* Exercise description: Show every line of the data below that includes the word "async".

* Task material:
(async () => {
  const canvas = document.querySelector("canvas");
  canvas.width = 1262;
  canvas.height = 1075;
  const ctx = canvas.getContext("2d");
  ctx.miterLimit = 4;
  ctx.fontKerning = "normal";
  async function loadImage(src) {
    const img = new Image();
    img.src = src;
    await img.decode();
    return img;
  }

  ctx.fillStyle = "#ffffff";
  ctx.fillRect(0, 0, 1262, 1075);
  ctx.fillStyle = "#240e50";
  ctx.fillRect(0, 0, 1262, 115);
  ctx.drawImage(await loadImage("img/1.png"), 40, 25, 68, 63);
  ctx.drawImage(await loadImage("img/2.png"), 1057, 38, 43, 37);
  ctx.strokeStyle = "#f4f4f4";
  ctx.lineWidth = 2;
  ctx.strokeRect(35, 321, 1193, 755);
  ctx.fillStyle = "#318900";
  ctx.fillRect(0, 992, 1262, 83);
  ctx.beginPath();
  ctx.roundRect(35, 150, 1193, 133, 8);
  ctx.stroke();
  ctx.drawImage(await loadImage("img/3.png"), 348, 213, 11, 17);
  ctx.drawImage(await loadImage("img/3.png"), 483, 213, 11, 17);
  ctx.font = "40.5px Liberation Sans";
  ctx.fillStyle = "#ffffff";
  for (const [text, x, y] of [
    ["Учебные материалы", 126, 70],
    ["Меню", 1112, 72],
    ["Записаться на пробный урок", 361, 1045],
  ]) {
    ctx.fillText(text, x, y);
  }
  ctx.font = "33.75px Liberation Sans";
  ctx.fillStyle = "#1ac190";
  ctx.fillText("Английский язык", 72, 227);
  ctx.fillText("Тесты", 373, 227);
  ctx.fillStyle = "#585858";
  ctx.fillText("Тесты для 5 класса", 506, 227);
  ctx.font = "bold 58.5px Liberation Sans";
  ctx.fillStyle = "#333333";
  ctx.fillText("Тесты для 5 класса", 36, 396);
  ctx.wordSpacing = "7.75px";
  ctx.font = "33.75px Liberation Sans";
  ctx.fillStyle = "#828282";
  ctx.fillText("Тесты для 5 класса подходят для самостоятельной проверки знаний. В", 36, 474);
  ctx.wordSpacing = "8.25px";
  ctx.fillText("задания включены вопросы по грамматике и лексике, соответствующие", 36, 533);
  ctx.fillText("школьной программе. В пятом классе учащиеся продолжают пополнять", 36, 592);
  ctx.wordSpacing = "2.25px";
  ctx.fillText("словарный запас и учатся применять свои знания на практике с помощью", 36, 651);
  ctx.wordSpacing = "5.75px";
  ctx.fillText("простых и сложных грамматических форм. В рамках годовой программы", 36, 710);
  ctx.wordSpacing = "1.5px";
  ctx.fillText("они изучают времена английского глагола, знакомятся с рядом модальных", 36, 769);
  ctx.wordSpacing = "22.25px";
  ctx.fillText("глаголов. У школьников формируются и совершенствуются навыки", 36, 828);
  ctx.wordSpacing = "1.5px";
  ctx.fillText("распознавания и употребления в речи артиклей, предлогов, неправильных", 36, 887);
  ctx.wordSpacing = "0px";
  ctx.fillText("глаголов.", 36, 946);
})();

* The answer:
(async () => {
  async function loadImage(src) {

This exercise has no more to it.